Exercise objective
Copy the lines from the start of the records below through the line containing "ctx.show_text(ch)", both included, and leave out the pictures.

Top of Supplied entries

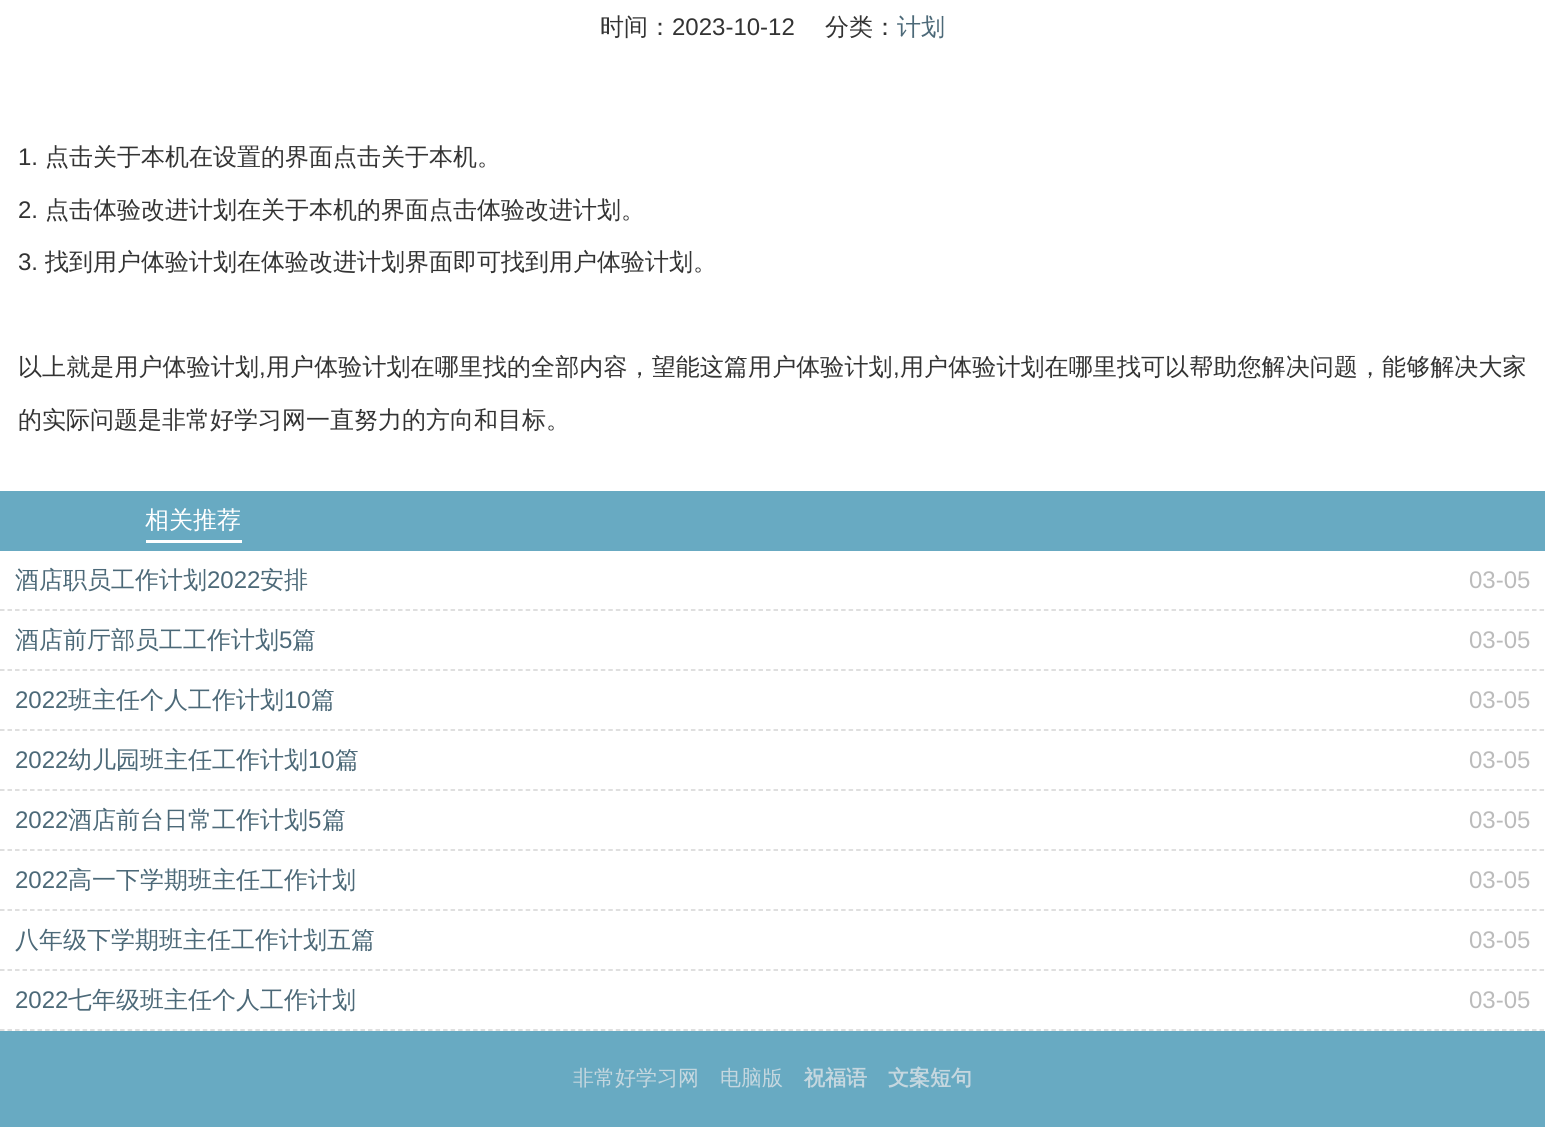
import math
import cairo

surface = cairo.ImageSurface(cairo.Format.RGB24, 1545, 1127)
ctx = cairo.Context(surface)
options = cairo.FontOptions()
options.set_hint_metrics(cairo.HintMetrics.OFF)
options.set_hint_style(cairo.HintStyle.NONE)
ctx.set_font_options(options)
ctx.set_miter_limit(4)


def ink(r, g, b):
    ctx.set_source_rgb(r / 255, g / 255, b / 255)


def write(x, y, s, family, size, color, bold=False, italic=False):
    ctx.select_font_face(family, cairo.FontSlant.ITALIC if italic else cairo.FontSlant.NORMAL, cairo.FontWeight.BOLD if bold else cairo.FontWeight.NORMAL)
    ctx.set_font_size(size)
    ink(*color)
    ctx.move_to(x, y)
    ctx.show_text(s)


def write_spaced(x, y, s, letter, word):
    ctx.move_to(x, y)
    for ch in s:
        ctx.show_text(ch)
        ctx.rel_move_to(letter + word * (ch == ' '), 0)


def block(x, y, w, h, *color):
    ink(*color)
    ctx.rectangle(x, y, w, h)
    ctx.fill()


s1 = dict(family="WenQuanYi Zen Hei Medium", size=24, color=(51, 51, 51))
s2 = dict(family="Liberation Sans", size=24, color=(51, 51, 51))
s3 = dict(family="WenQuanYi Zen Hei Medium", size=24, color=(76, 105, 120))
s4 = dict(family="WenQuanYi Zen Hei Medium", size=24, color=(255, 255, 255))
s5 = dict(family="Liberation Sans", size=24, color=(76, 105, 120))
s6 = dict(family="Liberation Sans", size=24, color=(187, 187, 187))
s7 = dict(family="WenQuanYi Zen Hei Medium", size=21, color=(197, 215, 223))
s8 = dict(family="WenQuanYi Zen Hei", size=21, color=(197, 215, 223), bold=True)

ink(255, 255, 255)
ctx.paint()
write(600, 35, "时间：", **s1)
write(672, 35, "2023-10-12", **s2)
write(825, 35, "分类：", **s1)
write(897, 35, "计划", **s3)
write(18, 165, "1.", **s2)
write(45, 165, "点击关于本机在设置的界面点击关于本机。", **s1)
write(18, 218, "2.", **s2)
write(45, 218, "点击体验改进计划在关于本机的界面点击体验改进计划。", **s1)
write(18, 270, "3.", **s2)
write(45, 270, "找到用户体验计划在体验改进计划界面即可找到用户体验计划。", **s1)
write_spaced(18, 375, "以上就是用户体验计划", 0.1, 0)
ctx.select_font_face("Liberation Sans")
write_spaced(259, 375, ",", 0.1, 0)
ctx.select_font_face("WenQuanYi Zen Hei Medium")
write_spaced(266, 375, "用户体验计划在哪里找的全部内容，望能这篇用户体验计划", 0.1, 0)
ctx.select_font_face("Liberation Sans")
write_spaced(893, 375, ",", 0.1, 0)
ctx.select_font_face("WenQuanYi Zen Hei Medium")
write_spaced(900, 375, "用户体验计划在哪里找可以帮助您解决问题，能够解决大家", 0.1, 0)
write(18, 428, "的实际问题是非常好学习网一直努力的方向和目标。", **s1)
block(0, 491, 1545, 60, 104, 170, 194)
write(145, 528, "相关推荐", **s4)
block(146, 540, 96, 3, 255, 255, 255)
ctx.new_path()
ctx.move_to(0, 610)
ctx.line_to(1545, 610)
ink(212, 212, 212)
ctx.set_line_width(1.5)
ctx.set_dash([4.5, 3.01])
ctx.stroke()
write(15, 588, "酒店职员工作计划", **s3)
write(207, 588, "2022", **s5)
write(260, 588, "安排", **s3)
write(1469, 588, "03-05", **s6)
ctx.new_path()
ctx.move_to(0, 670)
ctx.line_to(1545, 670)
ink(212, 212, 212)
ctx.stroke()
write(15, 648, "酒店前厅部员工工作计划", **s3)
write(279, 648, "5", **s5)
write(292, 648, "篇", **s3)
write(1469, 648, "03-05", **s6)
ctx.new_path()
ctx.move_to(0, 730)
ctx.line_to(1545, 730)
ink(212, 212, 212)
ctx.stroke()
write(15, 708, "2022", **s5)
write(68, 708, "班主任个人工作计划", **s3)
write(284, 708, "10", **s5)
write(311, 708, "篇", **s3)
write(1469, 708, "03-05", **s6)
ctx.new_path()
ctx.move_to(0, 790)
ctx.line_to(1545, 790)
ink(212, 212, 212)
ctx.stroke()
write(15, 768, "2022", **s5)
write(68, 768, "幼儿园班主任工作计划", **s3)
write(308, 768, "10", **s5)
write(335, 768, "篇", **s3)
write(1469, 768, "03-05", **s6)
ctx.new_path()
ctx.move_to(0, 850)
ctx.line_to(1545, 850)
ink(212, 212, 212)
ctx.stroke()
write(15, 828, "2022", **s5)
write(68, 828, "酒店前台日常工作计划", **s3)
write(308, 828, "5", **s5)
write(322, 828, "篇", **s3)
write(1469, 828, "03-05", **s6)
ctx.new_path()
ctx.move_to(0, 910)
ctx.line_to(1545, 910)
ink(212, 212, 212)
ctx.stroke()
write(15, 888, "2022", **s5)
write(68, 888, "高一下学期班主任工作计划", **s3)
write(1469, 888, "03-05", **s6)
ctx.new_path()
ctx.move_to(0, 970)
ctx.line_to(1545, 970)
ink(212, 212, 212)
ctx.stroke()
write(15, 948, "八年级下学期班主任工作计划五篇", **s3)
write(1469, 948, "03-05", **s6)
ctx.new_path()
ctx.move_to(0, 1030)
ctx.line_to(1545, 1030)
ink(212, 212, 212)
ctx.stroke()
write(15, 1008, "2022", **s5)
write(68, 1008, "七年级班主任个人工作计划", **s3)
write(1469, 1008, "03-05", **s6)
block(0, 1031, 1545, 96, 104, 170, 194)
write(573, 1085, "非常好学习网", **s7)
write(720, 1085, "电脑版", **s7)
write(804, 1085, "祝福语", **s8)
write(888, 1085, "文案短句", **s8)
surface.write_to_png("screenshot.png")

Bottom of Supplied entries

The answer
import math
import cairo

surface = cairo.ImageSurface(cairo.Format.RGB24, 1545, 1127)
ctx = cairo.Context(surface)
options = cairo.FontOptions()
options.set_hint_metrics(cairo.HintMetrics.OFF)
options.set_hint_style(cairo.HintStyle.NONE)
ctx.set_font_options(options)
ctx.set_miter_limit(4)


def ink(r, g, b):
    ctx.set_source_rgb(r / 255, g / 255, b / 255)


def write(x, y, s, family, size, color, bold=False, italic=False):
    ctx.select_font_face(family, cairo.FontSlant.ITALIC if italic else cairo.FontSlant.NORMAL, cairo.FontWeight.BOLD if bold else cairo.FontWeight.NORMAL)
    ctx.set_font_size(size)
    ink(*color)
    ctx.move_to(x, y)
    ctx.show_text(s)


def write_spaced(x, y, s, letter, word):
    ctx.move_to(x, y)
    for ch in s:
        ctx.show_text(ch)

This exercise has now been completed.